The Astrophysical Journal Supplement Series (Jan 2025)
The FAST H i 21 cm Absorption Blind Survey. II. Statistical Exploration for Associated and Intervening Systems
Abstract
We present an extragalactic H i 21 cm absorption lines catalog from a blind search at z ≤ 0.35, using drift-scan data collected in 1325.6 hr by the ongoing Commensal Radio Astronomy Fast Survey and FAST All Sky H i Survey, which spans a sky area of 6072.0 deg ^2 and covers 84,533 radio sources with a flux density greater than 12 mJy. Fourteen previously identified H i absorbers and 20 newly discovered H i absorbers were detected, comprising 15 associated systems, 10 intervening systems, and nine systems with undetermined classifications. Through spectral stacking, the mean peak optical path, mean velocity-integrated optical path, mean FWHM, and mean H i column density are measured to be 0.47 and 0.30; 27.19 and 4.36 km s ^−1 ; 42.61 and 9.33 km s ^−1 ; 0.49 and 0.08 T _s × 10 ^20 cm ^−2 K ^−1 , for the associated and intervening samples, respectively.
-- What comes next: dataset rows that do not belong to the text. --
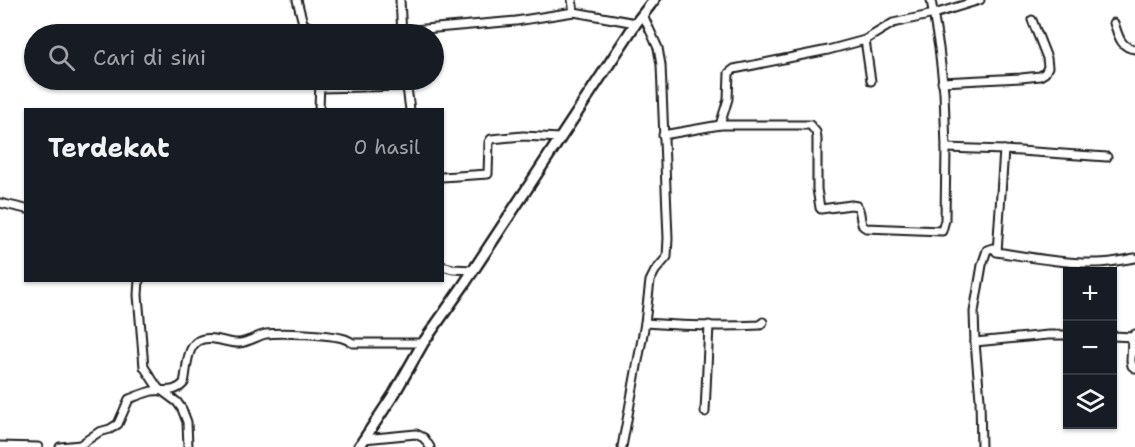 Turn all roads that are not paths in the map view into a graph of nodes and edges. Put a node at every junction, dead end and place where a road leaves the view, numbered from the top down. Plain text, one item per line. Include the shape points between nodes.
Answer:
1 (297, 0) edge
2 (400, 0) edge
3 (572, 0) edge
4 (654, 0) edge
5 (931, 0) edge
6 (980, 0) edge
7 (574, 12) junction
8 (934, 14) junction
9 (643, 15) junction
10 (1032, 20) dead end
11 (636, 23) junction
12 (1114, 23) dead end
13 (304, 24) edge
14 (401, 24) edge
15 (444, 29) edge
16 (865, 40) junction
17 (1135, 49) edge
18 (871, 81) dead end
19 (942, 82) junction
20 (320, 90) edge
21 (407, 90) edge
22 (319, 108) edge
23 (410, 108) edge
24 (720, 125) junction
25 (663, 135) junction
26 (560, 138) junction
27 (946, 148) junction
28 (1004, 150) junction
29 (1107, 157) dead end
30 (444, 177) edge
31 (0, 202) edge
32 (24, 208) edge
33 (997, 252) junction
34 (1135, 258) edge
35 (444, 267) edge
36 (473, 270) junction
37 (139, 282) edge
38 (762, 322) dead end
39 (645, 323) junction
40 (709, 325) junction
41 (1063, 335) edge
42 (1117, 336) edge
43 (1134, 336) edge
44 (975, 342) junction
45 (423, 343) junction
46 (1135, 368) edge
47 (162, 391) junction
48 (705, 412) dead end
49 (362, 443) edge
50 (0, 446) edge
51 (38, 447) edge
52 (60, 447) edge
53 (188, 447) edge
54 (430, 447) edge
55 (622, 447) edge
56 (981, 447) edge

1 - 13 street
2 - 14 street
3 - 7 street
4 - 9 street
5 - 8 street
6 - 8 street
7 - 11 street
7 - 15 street
8 - 16 street via 893,23
8 - 19 street
9 - 11 street
9 - 25 street via 661,65
10 - 19 street via 1047,58 1045,73
11 - 26 street
12 - 17 street via 1123,45
16 - 18 street
16 - 24 street via 734,69 729,73 728,99
19 - 27 street
20 - 22 street
21 - 23 street
24 - 25 street
24 - 27 street via 813,126 818,139 819,206 857,206 866,228 942,231
25 - 39 street via 669,238 667,257 650,281
26 - 30 street via 491,139 488,174
26 - 36 street
27 - 28 street
28 - 29 street
28 - 33 street
31 - 32 street
33 - 34 street via 1086,263
33 - 44 street via 993,248 987,250 982,265 974,312
35 - 36 street
36 - 45 street
37 - 47 street via 144,367
38 - 40 street
39 - 40 street
39 - 55 street
40 - 48 street
41 - 44 street
42 - 43 street
43 - 46 street via 1131,362
44 - 56 street
45 - 47 street via 353,343 329,336 282,334 267,334 238,343 202,339 192,347 184,383 176,390
45 - 49 street
47 - 52 street via 129,399 118,424 80,445
47 - 53 street via 182,409
49 - 54 street via 416,434
50 - 51 street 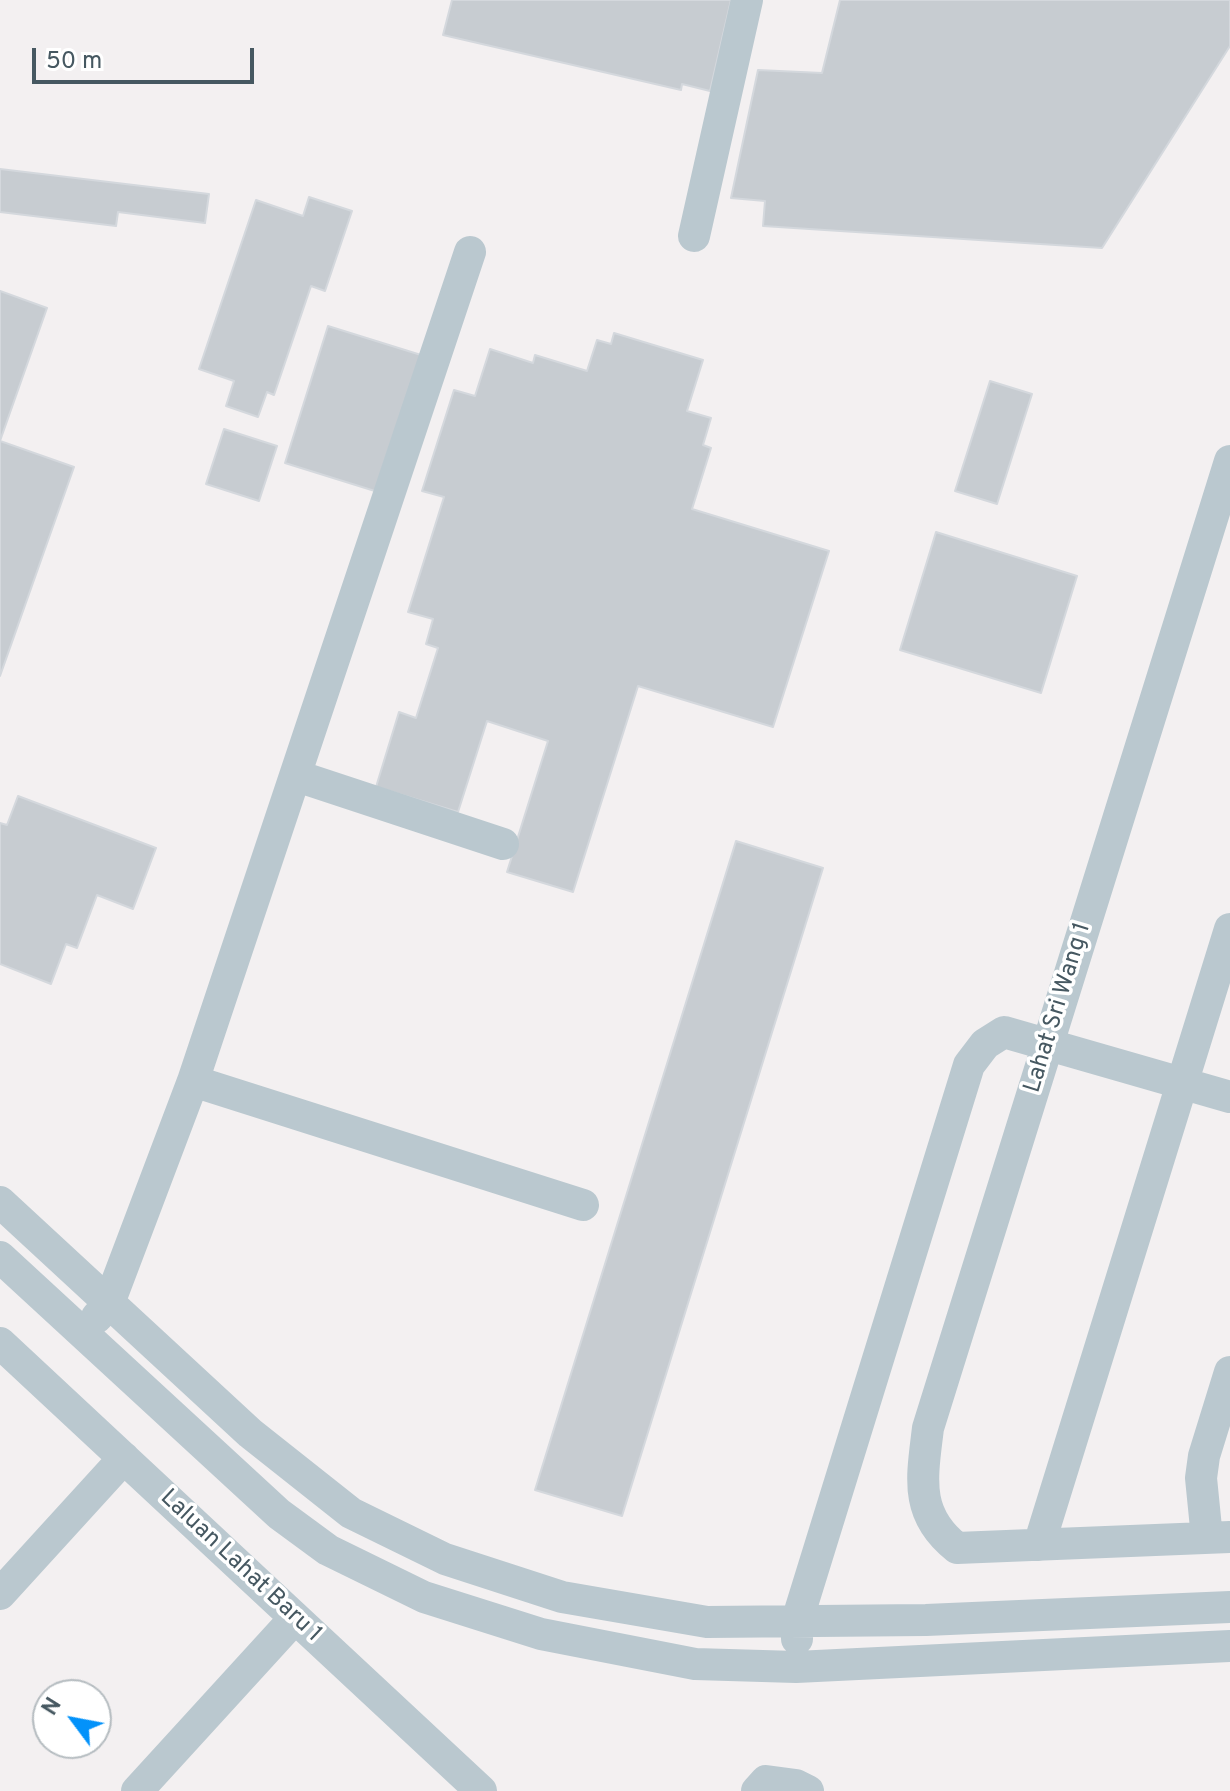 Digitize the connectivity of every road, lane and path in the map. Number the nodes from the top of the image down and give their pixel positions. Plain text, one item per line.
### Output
1 (747, 0) edge
2 (694, 236) dead end
3 (470, 252) dead end
4 (1230, 461) edge
5 (297, 776) junction
6 (503, 844) dead end
7 (1230, 929) edge
8 (1047, 1045) junction
9 (193, 1081) junction
10 (1184, 1083) junction
11 (1230, 1097) edge
12 (0, 1202) edge
13 (583, 1205) dead end
14 (0, 1257) edge
15 (109, 1303) junction
16 (82, 1335) junction
17 (0, 1343) edge
18 (1230, 1372) edge
19 (124, 1458) junction
20 (1218, 1538) edge
21 (1039, 1545) junction
22 (0, 1594) edge
23 (1230, 1607) edge
24 (295, 1618) junction
25 (797, 1621) junction
26 (1230, 1646) edge
27 (796, 1667) junction
28 (463, 1785) edge
29 (137, 1791) edge
30 (757, 1791) edge
31 (808, 1791) edge

1 - 2 street
3 - 5 street
4 - 8 street, Lahat Sri Wang 1
5 - 6 street
5 - 9 street
7 - 10 street
8 - 10 street
8 - 21 street, Lahat Sri Wang 1
8 - 25 street
9 - 13 street
9 - 15 street
10 - 11 street
10 - 21 street
12 - 15 street
14 - 16 street
15 - 16 street
15 - 25 street
16 - 27 street
17 - 19 street, Laluan Lahat Baru 1
18 - 20 street
19 - 22 street
19 - 24 street, Laluan Lahat Baru 1
20 - 21 street
23 - 25 street
24 - 28 street, Laluan Lahat Baru 1
24 - 29 street
25 - 27 street
26 - 27 street
30 - 31 street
Statistical analysis also reveals that associated systems tend to be hosted by red ( g − r > 0.7) galaxies at lower redshifts, whereas galaxies hosting intervening H i absorption are typically found at higher redshifts and are of a bluer ( g − r ≤ 0.7) type. A noticeable difference is observed in the positions of foregrounds, backgrounds of intervening systems, and high-redshift and low-redshift associated systems on the Wide-field Infrared Survey Explorer color–color diagram. All identified foreground sources in our sample have W1 – W2 magnitudes below 0.8, suggesting no active galactic nuclei (AGNs). In contrast, backgrounds of intervening systems tend to have W1 – W2 magnitudes above 0.8, indicating AGN presence. For associated absorption, most low-redshift ( z ≤ 0.5) systems show W1 – W2 values below 0.8, while higher-redshift associated absorption ( z > 0.5) displays a broader range of W1 − W2 values.